(Data in this exercise Opens)

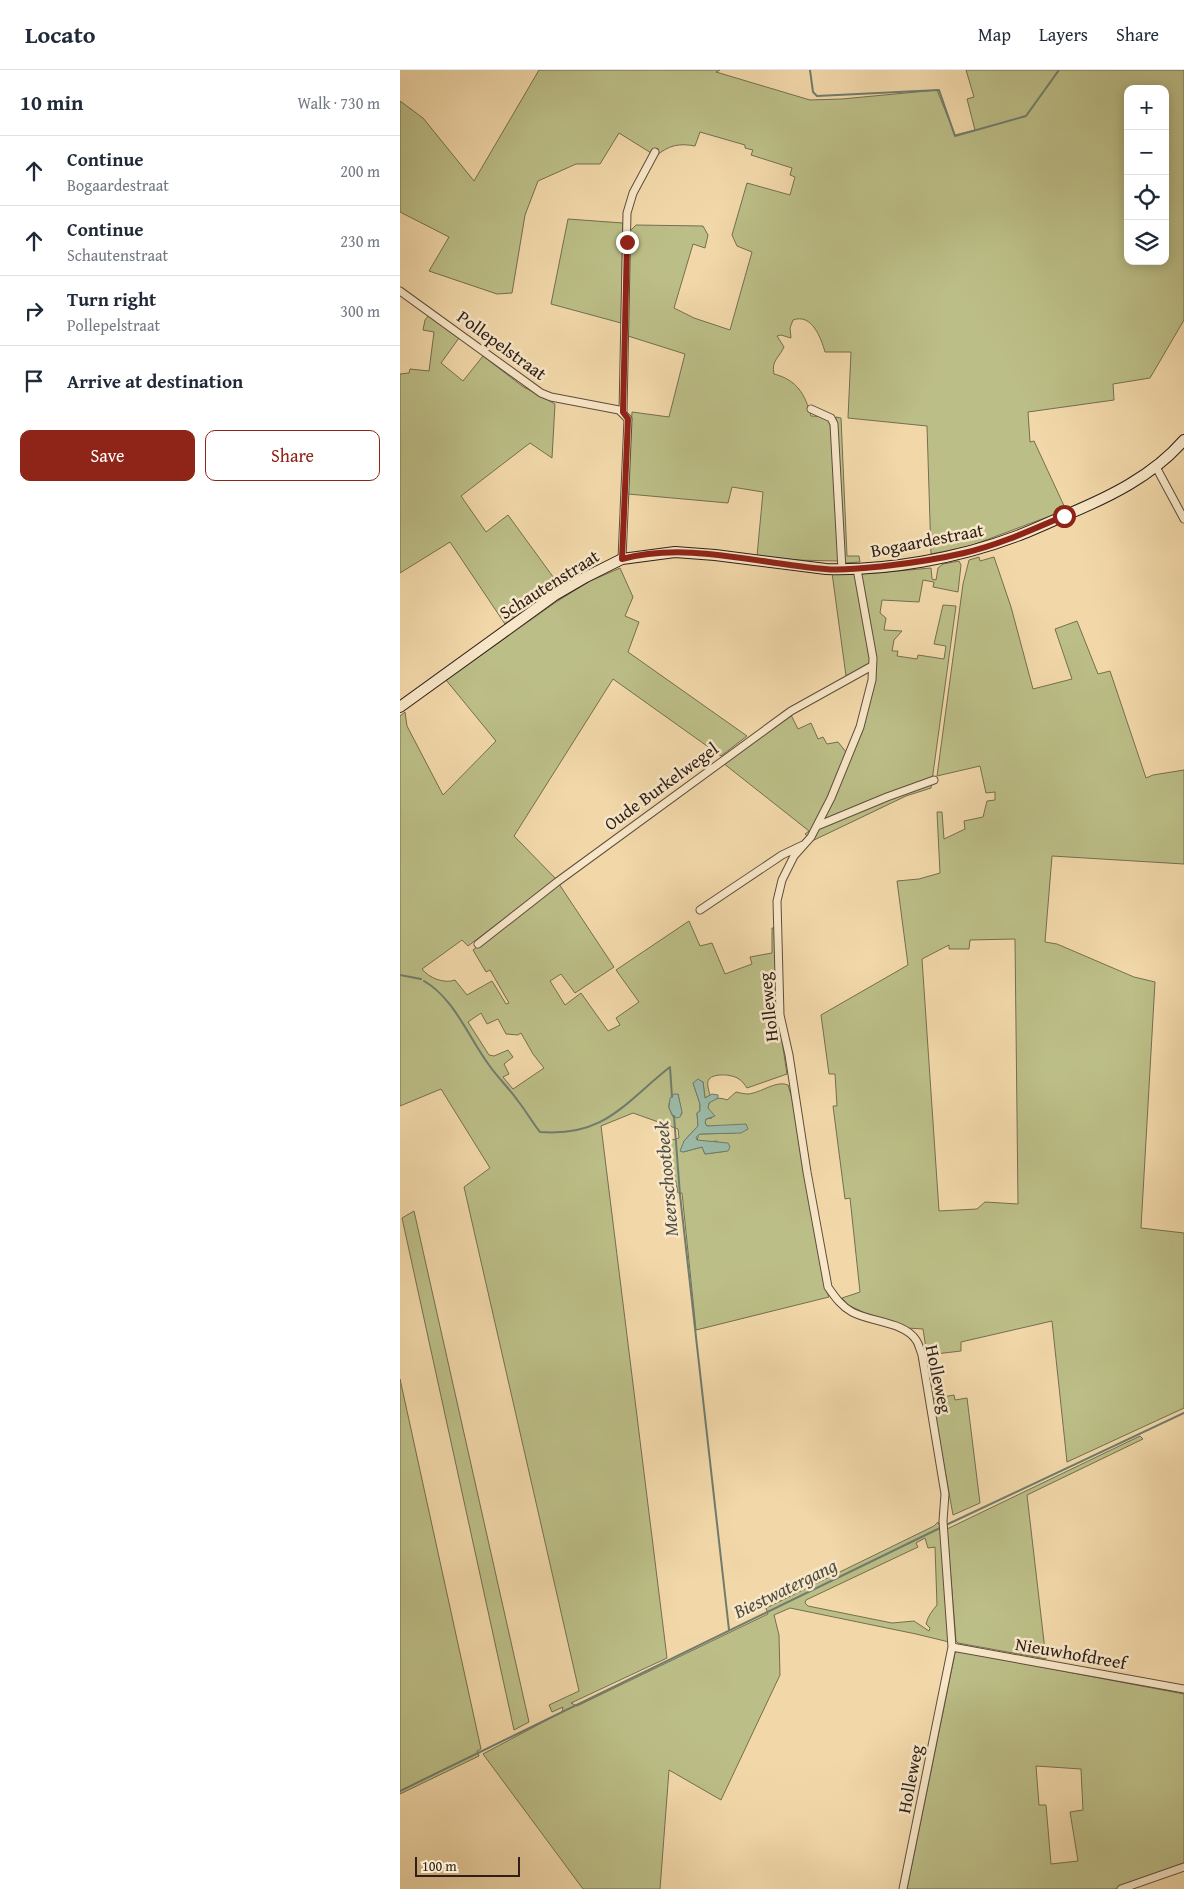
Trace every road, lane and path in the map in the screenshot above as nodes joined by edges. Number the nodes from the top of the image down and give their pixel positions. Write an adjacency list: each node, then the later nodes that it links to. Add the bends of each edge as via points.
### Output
1 (655, 152): 4 (street, via 633,193 627,213)
2 (400, 290): 4 (street, Pollepelstraat, via 541,393)
3 (811, 409): 10 (street, via 831,418 834,424)
4 (623, 412): 8 (street, via 628,419)
5 (1184, 440): 6 (street, Bogaardestraat)
6 (1156, 466): 7 (street); 9 (street, Bogaardestraat, via 1136,481 1085,507 1016,537 965,553)
7 (1184, 520)
8 (622, 559): 10 (street, Schautenstraat, via 675,552); 12 (street, Schautenstraat, via 555,595)
9 (857, 569): 10 (street, Schautenstraat); 11 (street, Holleweg)
10 (842, 570)
11 (872, 666): 14 (street, Holleweg, via 872,680 860,727); 17 (street, Oude Burkelwegel, via 791,711 557,882)
12 (400, 707)
13 (934, 780): 14 (street)
14 (817, 826): 15 (street, Holleweg)
15 (804, 845): 16 (street, via 782,855); 18 (street, Holleweg, via 794,856 782,880 777,901 780,1015 822,1263 828,1287 837,1301 852,1313 906,1331 917,1341 922,1355 946,1494 944,1524)
16 (700, 910)
17 (478, 944)
18 (952, 1647): 19 (street, Nieuwhofdreef); 21 (street, Holleweg)
19 (1184, 1689)
20 (1184, 1867): 22 (street)
21 (903, 1889)
22 (1121, 1889)

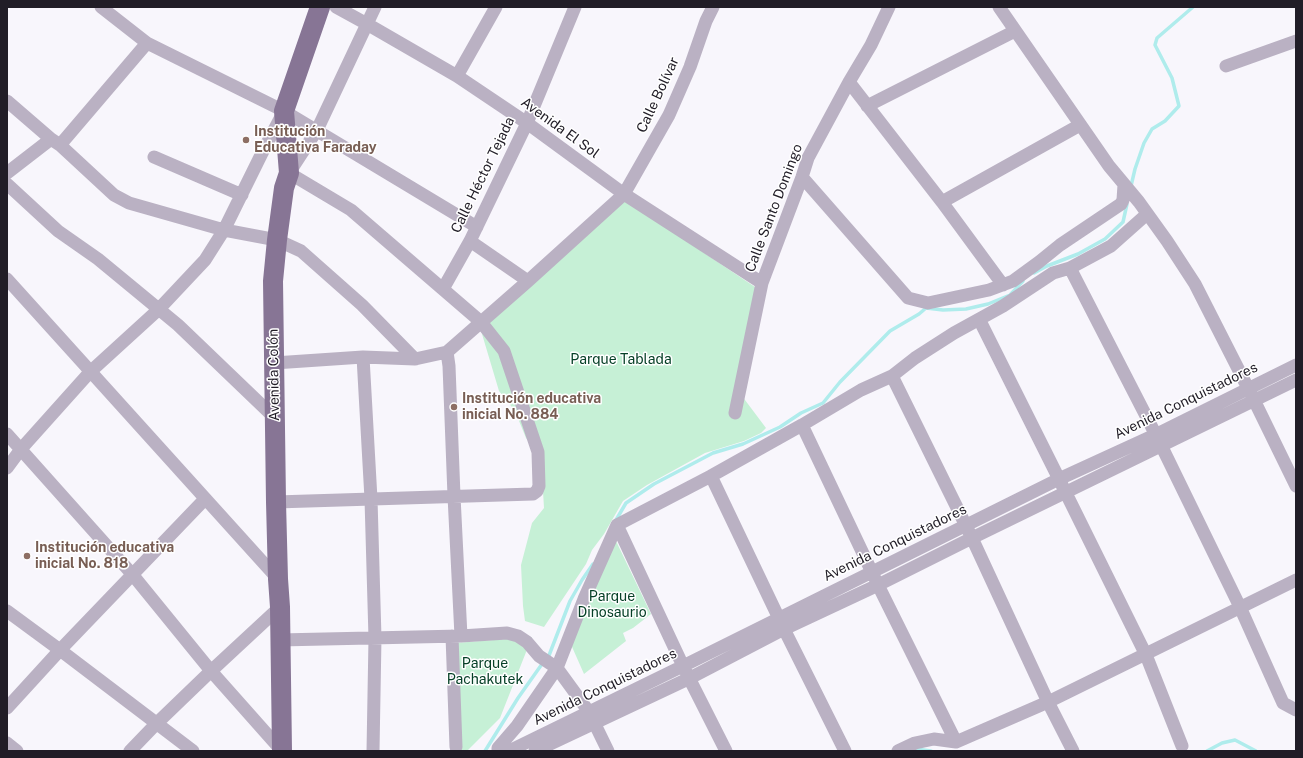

(Data in this exercise Closes)

What is needed:
Type out each line of the records above exactly, skipping any pictures.

Output below:
Trace every road, lane and path in the map in the screenshot above as nodes joined by edges. Number the nodes from the top of the image down and give their pixel positions. Write an adjacency list: each node, then the later nodes that it links to. Add the bends of each edge as via points.
### Output
1 (655, 152): 4 (street, via 633,193 627,213)
2 (400, 290): 4 (street, Pollepelstraat, via 541,393)
3 (811, 409): 10 (street, via 831,418 834,424)
4 (623, 412): 8 (street, via 628,419)
5 (1184, 440): 6 (street, Bogaardestraat)
6 (1156, 466): 7 (street); 9 (street, Bogaardestraat, via 1136,481 1085,507 1016,537 965,553)
7 (1184, 520)
8 (622, 559): 10 (street, Schautenstraat, via 675,552); 12 (street, Schautenstraat, via 555,595)
9 (857, 569): 10 (street, Schautenstraat); 11 (street, Holleweg)
10 (842, 570)
11 (872, 666): 14 (street, Holleweg, via 872,680 860,727); 17 (street, Oude Burkelwegel, via 791,711 557,882)
12 (400, 707)
13 (934, 780): 14 (street)
14 (817, 826): 15 (street, Holleweg)
15 (804, 845): 16 (street, via 782,855); 18 (street, Holleweg, via 794,856 782,880 777,901 780,1015 822,1263 828,1287 837,1301 852,1313 906,1331 917,1341 922,1355 946,1494 944,1524)
16 (700, 910)
17 (478, 944)
18 (952, 1647): 19 (street, Nieuwhofdreef); 21 (street, Holleweg)
19 (1184, 1689)
20 (1184, 1867): 22 (street)
21 (903, 1889)
22 (1121, 1889)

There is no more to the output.